His position
1. One must pay for an object once, whether it is immaterial or material. This means that contained within the purchase price of a book is the price of the physical book and the price of the book's content.
2. The pdf is purely intellectual property and costs nothing to reproduce.
3. Therefore, it should be legal to download a pdf freely if you already own the hardback, and
4. If you have lost the hardback, it should be legal to download the pdf for free, but you should have to pay for a new hardback, however,
5. You should only have to pay the exact price it costs to produce the physical materials contained in the hardback, as you have already paid for the content.
My position
1. When you pay for intellectual property, you are paying to pass from one state, i.e. the state of "no access" to that property, to a state of "access" to that property.
2. Therefore, if you already own a copy of the book, you should be legally allowed to download the pdf for free, because it costs nothing to produce and you retain your right to access the intellectual property contained therein.
3. But if you have lost your copy, then you should pay to acquire another, because in losing your copy, you return from a state of "access" to a state of "no access".
4. Specifically, then, as the ontological object of "the book" and the physical medium in which that object is expressed, the hardback copy, are entwined, if you lose your physical copy of the book, you have no right to download the pdf for free.

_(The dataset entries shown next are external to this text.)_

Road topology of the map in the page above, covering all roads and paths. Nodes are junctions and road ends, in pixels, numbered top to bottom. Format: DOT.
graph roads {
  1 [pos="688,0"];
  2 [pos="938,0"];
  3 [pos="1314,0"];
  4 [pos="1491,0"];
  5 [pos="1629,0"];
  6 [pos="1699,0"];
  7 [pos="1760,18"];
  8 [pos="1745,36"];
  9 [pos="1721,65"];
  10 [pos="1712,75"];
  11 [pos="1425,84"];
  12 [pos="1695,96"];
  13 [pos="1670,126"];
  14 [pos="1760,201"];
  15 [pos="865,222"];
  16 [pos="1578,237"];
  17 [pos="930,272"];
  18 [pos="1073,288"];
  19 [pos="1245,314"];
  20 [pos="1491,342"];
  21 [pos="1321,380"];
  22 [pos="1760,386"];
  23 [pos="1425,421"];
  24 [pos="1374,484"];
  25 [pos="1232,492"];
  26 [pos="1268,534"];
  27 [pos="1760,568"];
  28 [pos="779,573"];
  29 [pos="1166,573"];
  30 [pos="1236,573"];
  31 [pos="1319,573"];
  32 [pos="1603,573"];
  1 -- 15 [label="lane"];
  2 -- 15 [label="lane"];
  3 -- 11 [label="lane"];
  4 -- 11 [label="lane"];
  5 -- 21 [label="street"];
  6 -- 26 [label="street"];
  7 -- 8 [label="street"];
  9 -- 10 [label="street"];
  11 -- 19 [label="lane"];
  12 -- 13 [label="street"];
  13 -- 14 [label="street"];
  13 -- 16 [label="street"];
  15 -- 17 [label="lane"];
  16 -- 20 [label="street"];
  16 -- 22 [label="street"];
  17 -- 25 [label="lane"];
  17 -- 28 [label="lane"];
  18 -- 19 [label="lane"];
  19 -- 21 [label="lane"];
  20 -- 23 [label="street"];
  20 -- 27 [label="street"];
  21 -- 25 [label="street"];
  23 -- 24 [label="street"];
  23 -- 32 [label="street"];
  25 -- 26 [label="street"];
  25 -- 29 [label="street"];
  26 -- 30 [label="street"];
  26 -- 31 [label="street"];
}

Undesirable Consequences of His Position
If I find a book on the subway that someone has lost, it is immoral for me to read it, because I haven't purchased the intellectual property rights for that book, which are retained by the original owner.
Undesirable Consequences of My Position
The penalization of people too stupid or lazy to back up their pdfs, who then subsequently lose all of their copies. My position requires they buy their next copy.